ABD Başkanı Trump geçtiğimiz günlerde ne dedi; "Suriye'den çekileceğiz?"
ABD karıştı. Trump'a "sen nasıl böyle yaparsın" diye itiraz sesleri yükseldi. Aradan çok geçmeden bir de baktık ki Trump Irak'ta. Suriye'den Irak'a gelen askerî birlikleri ziyaret ediyor. Yaptığı konuşmada: "Burada kalacağız ve buradan yöneteceğiz" diyor. Bölgeden ayrılmayacaklarının masajını veriyor.
Böylece yeni bir denklem ve yeni bir oyun kuruyor. ABD askerleri Suriye'den Irak'a geçtiği sırada yaşanan gelişmeler, kurulmakta olan yeni oyunun işaretlerini veriyor...
Önce Esad güçleri, Türkiye ile PYD arasına asker yerleştirerek PYD'ye kalkan oluyor. Ardından Mısır'daki Sisi yönetimi, hemen Esad ile temas kurmaya başlıyor.

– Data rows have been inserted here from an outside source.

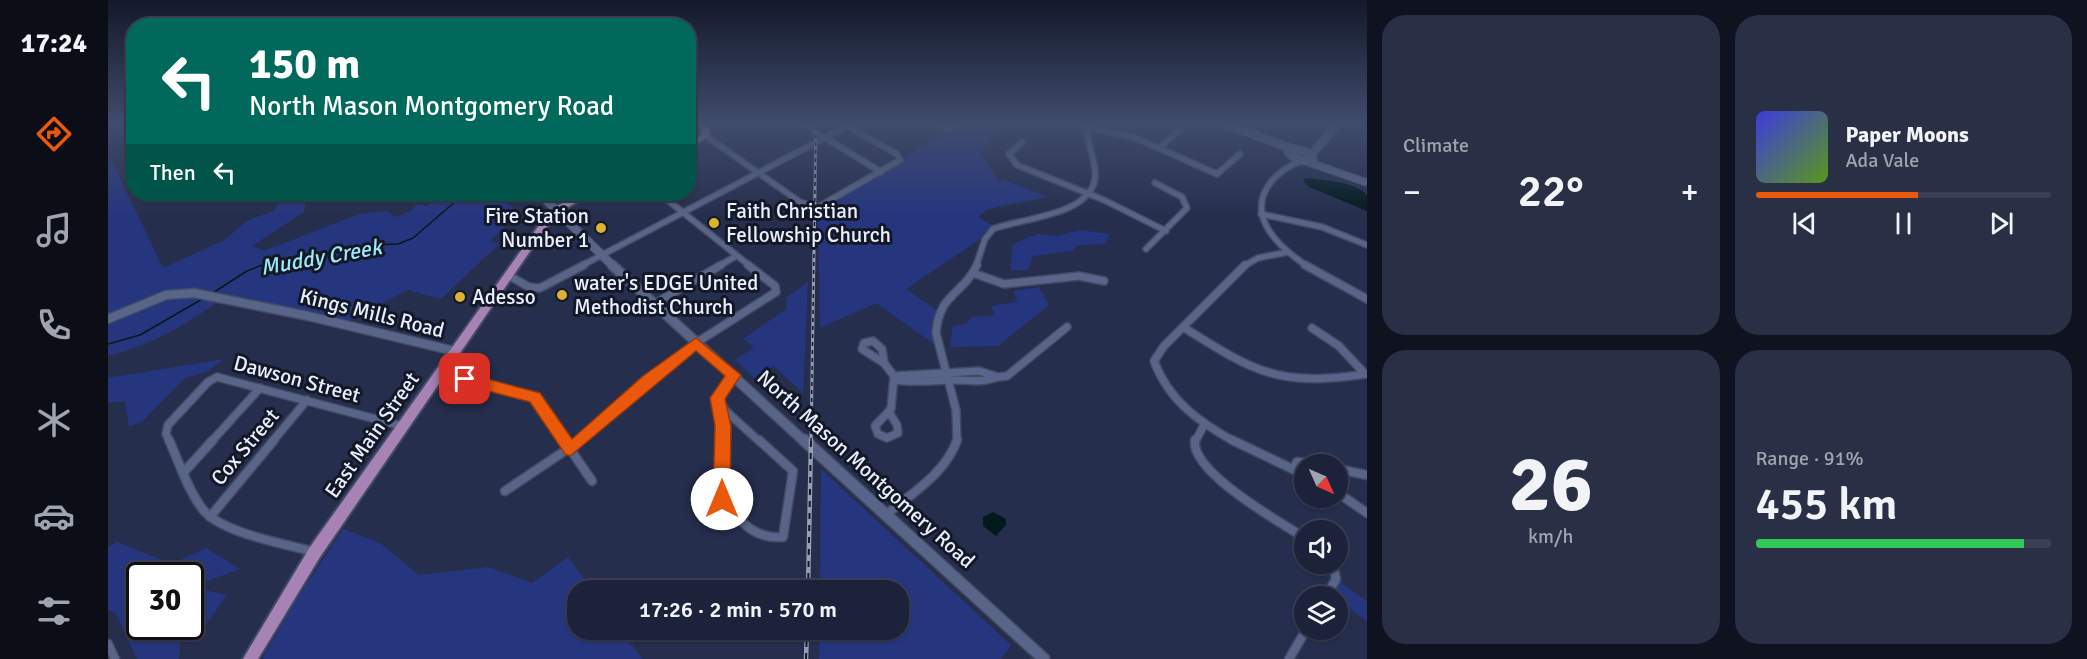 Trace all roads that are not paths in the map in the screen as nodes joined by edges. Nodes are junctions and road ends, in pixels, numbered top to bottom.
1 (731, 155) edge
2 (792, 155) edge
3 (854, 155) edge
4 (897, 155) edge
5 (1010, 155) edge
6 (1088, 155) edge
7 (1174, 155) edge
8 (1239, 155) edge
9 (1292, 155) edge
10 (1299, 155) edge
11 (1310, 155) edge
12 (1308, 159) junction
13 (1289, 165) junction
14 (881, 172) junction
15 (758, 173) junction
16 (1366, 182) edge
17 (1155, 183) dead end
18 (1090, 194) junction
19 (548, 201) edge
20 (573, 201) edge
21 (668, 201) edge
22 (558, 209) junction
23 (683, 213) junction
24 (1261, 214) junction
25 (545, 223) junction
26 (572, 223) junction
27 (1166, 231) junction
28 (1367, 245) edge
29 (1146, 249) dead end
30 (1288, 252) junction
31 (603, 255) junction
32 (736, 256) junction
33 (973, 273) junction
34 (508, 275) junction
35 (1104, 281) dead end
36 (777, 290) joint
37 (1367, 299) edge
38 (654, 304) junction
39 (108, 319) edge
40 (1067, 327) dead end
41 (1183, 327) junction
42 (1312, 328) dead end
43 (696, 343) junction
44 (454, 351) junction
45 (884, 363) dead end
46 (439, 372) junction
47 (1366, 374) edge
48 (734, 375) junction
49 (946, 377) junction
50 (998, 377) junction
51 (894, 378) junction
52 (260, 388) junction
53 (718, 398) junction
54 (307, 400) junction
55 (889, 412) dead end
56 (1204, 425) junction
57 (402, 426) junction
58 (570, 450) junction
59 (1293, 469) edge
60 (1348, 471) edge
61 (184, 472) junction
62 (1367, 475) edge
63 (592, 481) dead end
64 (505, 491) dead end
65 (1348, 500) edge
66 (1367, 513) edge
67 (887, 514) junction
68 (210, 517) junction
69 (1294, 530) edge
70 (315, 552) junction
71 (1300, 640) edge
72 (108, 644) edge
73 (115, 659) edge
74 (250, 659) edge
75 (1044, 659) edge
76 (1289, 659) edge

1 - 15 street
2 - 15 street
3 - 14 street
4 - 14 street
5 - 18 street
6 - 18 street
7 - 8 street
9 - 13 street
10 - 12 main road
11 - 12 main road
12 - 13 street
12 - 16 street
13 - 24 street
14 - 15 street
15 - 23 street
17 - 27 street
18 - 27 street
18 - 33 street
19 - 22 main road, North Mason Montgomery Road
20 - 22 main road, East Main Street
21 - 23 street
22 - 25 main road, East Main Street
22 - 26 main road, North Mason Montgomery Road
23 - 31 street
23 - 32 street
24 - 28 street
24 - 30 street
25 - 26 main road
25 - 34 main road, East Main Street
26 - 31 main road, North Mason Montgomery Road
27 - 29 street
30 - 37 street
30 - 41 street
31 - 34 street
31 - 38 main road, North Mason Montgomery Road
32 - 36 street
32 - 38 street
33 - 35 street
33 - 49 street
34 - 44 main road, East Main Street
36 - 43 street
38 - 43 main road, North Mason Montgomery Road
39 - 44 street, Kings Mills Road
40 - 50 street
41 - 47 street
41 - 56 street
42 - 47 street
43 - 48 main road, North Mason Montgomery Road
43 - 58 street
44 - 46 main road, East Main Street
45 - 51 street
46 - 57 main road, East Main Street
46 - 58 street
48 - 53 street
48 - 67 main road, North Mason Montgomery Road
49 - 50 street
49 - 50 street
49 - 51 street
49 - 67 street
51 - 55 street
52 - 54 street, Dawson Street
52 - 61 street
52 - 61 street, Dawson Street
53 - 53 street
54 - 57 street, Dawson Street
54 - 68 street, Cox Street
56 - 59 street
56 - 69 street
57 - 70 main road, East Main Street
58 - 63 street
58 - 64 street
60 - 62 street
61 - 68 street
65 - 66 street
67 - 75 main road, North Mason Montgomery Road
68 - 70 street
70 - 74 main road, East Main Street
71 - 76 street
72 - 73 street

Eş zamanlı olarak sıcağı sıcağına Birleşik Arap Emirlikleri devreye giriyor ve Suriye'de uzun zamandır kapalı bulunan elçiliğini faaliyete geçirdiğini açıklıyor...
Bunların hepsi tesadüf olabilir mi?
Demek ki ABD bilerek boşluk yarattı ve o boşluğu, ABD ile yakın ilişkileri bilinen ülkelerin hiç vakit geçirmeden doldurmaları istendi.
Öyle ise?
Türkiye'nin sıkıştırmaları karşısında ABD, yeni bir hamle yaptı. Bunu yaparken Türkiye'yi memnun etti. Beklentilerini karşılıyormuş gibi davrandı. Ancak hemen sonrasında ortaya yeni bir oyun sürdü.
Şimdi o oyun gereği Türkiye'nin karşısında; Suriye, Mısır ve Birleşik Arap Emirlikleri'nden oluşan Müslüman kardeşleri var. Böylece ABD dedi ki; "Ey Türkiye, işte ben çekiliyorum. Buyur meydan senin. Bir gece ansızın girebilirsen gir. Bakalım ne göreceksin."
Ne gördük?
Suriye rejimini ve Suriye yönetiminin Arap kardeşlerini ve Mısır'ı gördük.. Daha başkalarını da görebiliriz.
Mevcut konumlanmanın bir de Rusya boyutu var.